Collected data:
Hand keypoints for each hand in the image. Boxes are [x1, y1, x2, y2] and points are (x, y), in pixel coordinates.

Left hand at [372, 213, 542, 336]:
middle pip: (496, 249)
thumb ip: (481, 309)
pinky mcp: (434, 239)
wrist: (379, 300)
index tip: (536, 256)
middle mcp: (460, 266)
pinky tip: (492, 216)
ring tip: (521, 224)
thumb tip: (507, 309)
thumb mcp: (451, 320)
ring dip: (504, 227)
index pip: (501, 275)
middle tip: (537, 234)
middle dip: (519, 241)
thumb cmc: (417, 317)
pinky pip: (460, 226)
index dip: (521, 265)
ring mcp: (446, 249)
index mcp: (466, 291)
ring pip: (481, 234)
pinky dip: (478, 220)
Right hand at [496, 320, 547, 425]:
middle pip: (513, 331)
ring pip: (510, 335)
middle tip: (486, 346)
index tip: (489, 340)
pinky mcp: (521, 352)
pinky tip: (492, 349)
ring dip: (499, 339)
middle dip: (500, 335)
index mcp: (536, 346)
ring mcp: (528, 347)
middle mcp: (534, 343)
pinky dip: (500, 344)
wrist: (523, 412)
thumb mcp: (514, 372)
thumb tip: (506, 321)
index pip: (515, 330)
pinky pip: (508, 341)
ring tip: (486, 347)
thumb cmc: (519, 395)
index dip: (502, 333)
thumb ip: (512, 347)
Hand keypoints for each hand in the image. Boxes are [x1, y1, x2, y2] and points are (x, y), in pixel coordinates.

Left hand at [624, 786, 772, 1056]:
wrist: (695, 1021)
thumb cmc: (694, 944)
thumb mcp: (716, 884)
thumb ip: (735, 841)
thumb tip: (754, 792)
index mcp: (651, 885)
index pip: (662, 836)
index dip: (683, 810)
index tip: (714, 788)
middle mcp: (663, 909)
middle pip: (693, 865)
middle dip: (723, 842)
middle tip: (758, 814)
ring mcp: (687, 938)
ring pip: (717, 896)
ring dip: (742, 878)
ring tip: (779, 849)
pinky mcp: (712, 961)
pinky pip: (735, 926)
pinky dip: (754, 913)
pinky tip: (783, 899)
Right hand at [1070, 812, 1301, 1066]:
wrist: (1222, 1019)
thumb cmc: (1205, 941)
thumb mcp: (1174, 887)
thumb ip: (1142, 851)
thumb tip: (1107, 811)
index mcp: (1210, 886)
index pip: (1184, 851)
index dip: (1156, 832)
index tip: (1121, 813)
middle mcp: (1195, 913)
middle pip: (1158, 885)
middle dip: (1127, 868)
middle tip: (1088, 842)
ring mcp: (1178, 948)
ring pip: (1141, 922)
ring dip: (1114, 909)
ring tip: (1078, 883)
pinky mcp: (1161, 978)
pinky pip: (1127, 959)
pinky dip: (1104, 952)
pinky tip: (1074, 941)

---

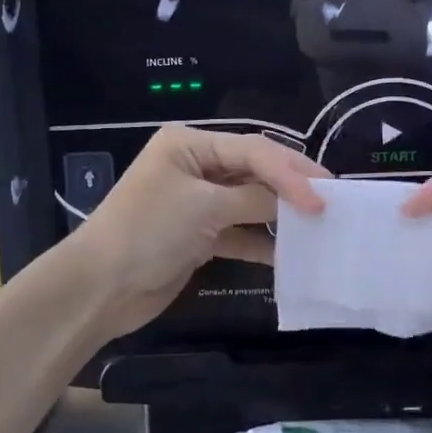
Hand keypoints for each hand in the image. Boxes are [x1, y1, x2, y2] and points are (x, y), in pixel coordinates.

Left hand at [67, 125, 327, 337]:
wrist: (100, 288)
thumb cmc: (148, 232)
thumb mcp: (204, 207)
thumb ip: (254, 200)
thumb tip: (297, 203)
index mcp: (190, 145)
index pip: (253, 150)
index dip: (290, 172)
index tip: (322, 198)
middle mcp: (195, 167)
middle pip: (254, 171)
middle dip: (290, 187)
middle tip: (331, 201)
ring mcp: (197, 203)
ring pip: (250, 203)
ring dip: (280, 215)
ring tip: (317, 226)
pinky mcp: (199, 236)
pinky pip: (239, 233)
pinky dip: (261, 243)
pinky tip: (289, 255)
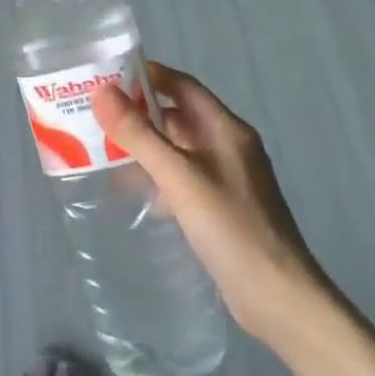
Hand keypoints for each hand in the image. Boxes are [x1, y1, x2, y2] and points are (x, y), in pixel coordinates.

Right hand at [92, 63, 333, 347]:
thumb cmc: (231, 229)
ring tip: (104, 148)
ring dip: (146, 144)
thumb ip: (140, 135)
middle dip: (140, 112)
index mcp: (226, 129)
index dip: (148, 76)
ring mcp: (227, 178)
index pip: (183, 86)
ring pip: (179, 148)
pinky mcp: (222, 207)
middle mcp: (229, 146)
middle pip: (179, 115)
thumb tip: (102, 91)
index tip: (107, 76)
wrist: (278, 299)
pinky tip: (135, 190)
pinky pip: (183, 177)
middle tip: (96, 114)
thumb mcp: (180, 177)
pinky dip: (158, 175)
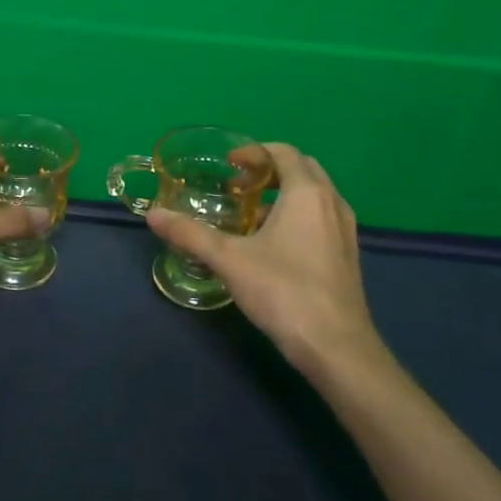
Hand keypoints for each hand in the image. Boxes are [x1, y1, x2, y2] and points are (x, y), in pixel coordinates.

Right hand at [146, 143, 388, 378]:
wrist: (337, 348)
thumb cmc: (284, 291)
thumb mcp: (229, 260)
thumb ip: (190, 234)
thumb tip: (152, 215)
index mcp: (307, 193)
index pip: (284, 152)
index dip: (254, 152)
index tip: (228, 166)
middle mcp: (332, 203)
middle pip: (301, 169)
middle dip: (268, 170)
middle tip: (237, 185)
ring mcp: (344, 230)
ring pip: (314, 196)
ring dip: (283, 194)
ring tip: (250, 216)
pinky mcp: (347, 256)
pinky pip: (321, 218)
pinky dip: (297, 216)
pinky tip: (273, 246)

--

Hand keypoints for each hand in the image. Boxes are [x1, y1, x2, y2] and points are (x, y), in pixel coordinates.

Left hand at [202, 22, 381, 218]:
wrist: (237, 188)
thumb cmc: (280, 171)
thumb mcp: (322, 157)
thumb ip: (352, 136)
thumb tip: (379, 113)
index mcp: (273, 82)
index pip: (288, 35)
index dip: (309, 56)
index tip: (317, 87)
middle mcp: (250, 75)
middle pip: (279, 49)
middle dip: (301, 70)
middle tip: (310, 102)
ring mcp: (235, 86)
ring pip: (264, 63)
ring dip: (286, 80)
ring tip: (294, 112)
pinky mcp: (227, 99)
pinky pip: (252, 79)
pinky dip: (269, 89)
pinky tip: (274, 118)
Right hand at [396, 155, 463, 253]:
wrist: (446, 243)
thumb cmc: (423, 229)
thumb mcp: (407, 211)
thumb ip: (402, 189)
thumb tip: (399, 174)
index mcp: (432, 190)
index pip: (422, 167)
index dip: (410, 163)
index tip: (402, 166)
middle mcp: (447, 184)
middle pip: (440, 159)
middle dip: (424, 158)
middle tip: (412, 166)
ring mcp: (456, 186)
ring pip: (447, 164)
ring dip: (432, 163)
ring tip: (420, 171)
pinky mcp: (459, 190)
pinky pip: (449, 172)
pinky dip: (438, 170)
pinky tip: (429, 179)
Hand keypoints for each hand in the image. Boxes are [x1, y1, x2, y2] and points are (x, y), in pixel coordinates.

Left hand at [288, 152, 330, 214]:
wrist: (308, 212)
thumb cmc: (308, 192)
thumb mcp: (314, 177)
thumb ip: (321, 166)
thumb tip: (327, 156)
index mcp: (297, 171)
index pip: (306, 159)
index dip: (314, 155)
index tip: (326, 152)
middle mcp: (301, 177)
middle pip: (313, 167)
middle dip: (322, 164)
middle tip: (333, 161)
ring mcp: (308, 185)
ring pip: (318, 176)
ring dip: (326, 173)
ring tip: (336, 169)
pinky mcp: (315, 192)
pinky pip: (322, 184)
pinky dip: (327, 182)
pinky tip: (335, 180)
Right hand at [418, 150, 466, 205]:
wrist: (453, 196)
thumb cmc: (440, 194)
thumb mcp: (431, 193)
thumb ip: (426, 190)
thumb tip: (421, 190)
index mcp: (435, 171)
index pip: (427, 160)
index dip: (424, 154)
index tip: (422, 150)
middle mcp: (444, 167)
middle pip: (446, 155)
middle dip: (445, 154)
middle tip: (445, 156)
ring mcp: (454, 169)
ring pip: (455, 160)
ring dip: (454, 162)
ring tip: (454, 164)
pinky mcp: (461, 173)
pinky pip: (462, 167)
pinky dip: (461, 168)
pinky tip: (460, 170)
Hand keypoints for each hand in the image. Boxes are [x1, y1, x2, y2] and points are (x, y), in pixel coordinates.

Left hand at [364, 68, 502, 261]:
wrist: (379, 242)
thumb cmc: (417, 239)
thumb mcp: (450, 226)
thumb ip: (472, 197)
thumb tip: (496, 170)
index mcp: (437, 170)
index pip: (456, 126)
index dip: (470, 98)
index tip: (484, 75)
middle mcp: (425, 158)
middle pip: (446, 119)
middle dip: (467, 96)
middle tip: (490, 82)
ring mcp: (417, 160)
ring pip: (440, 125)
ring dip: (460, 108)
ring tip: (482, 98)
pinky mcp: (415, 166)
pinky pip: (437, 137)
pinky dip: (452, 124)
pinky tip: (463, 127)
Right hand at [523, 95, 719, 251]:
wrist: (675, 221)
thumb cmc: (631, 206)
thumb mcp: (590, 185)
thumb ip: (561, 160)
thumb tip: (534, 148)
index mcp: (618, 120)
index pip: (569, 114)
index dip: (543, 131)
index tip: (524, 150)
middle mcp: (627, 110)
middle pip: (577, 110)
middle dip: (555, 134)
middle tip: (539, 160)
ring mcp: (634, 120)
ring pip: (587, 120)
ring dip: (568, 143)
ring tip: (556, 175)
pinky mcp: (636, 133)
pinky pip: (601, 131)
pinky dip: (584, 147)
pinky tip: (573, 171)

*WHAT YOU SHOULD DO*
Among the records above, only the lines between the line holding "index tip: (228, 166)" and the line holding "pinky tip: (273, 246)", inclusive, are to be output, exactly as written.

*YOUR RESPONSE*
index tip: (228, 166)
middle mcp: (332, 203)
middle pip: (301, 169)
middle dip: (268, 170)
middle tip: (237, 185)
ring mcp: (344, 230)
ring pip: (314, 196)
ring dip: (283, 194)
ring tip: (250, 216)
pinky mcp: (347, 256)
pinky pip: (321, 218)
pinky dip: (297, 216)
pinky tip: (273, 246)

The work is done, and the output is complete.